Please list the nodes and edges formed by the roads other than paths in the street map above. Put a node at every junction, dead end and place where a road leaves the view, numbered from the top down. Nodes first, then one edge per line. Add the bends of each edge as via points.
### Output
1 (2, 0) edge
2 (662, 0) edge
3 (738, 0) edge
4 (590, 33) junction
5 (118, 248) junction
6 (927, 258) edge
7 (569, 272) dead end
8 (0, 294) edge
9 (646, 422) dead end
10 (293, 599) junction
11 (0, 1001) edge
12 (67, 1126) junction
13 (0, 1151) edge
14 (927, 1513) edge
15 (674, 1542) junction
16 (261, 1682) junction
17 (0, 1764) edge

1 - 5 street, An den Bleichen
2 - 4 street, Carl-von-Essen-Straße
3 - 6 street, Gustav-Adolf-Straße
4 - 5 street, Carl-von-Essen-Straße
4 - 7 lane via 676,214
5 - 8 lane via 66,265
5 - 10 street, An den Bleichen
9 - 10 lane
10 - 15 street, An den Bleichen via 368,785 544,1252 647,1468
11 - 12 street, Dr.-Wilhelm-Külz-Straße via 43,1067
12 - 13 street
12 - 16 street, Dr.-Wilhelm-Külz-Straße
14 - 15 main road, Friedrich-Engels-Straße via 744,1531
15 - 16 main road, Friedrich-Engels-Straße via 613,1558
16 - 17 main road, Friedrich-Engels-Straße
----------------------------------------
• _WHAT THE TASK ASKS_:
Everything in the listing needs to be duplicated exactly, line for line.

• _WRITTEN SOLUTION_:
Please list the nodes and edges formed by the roads other than paths in the street map above. Put a node at every junction, dead end and place where a road leaves the view, numbered from the top down. Nodes first, then one edge per line. Add the bends of each edge as via points.
### Output
1 (2, 0) edge
2 (662, 0) edge
3 (738, 0) edge
4 (590, 33) junction
5 (118, 248) junction
6 (927, 258) edge
7 (569, 272) dead end
8 (0, 294) edge
9 (646, 422) dead end
10 (293, 599) junction
11 (0, 1001) edge
12 (67, 1126) junction
13 (0, 1151) edge
14 (927, 1513) edge
15 (674, 1542) junction
16 (261, 1682) junction
17 (0, 1764) edge

1 - 5 street, An den Bleichen
2 - 4 street, Carl-von-Essen-Straße
3 - 6 street, Gustav-Adolf-Straße
4 - 5 street, Carl-von-Essen-Straße
4 - 7 lane via 676,214
5 - 8 lane via 66,265
5 - 10 street, An den Bleichen
9 - 10 lane
10 - 15 street, An den Bleichen via 368,785 544,1252 647,1468
11 - 12 street, Dr.-Wilhelm-Külz-Straße via 43,1067
12 - 13 street
12 - 16 street, Dr.-Wilhelm-Külz-Straße
14 - 15 main road, Friedrich-Engels-Straße via 744,1531
15 - 16 main road, Friedrich-Engels-Straße via 613,1558
16 - 17 main road, Friedrich-Engels-Straße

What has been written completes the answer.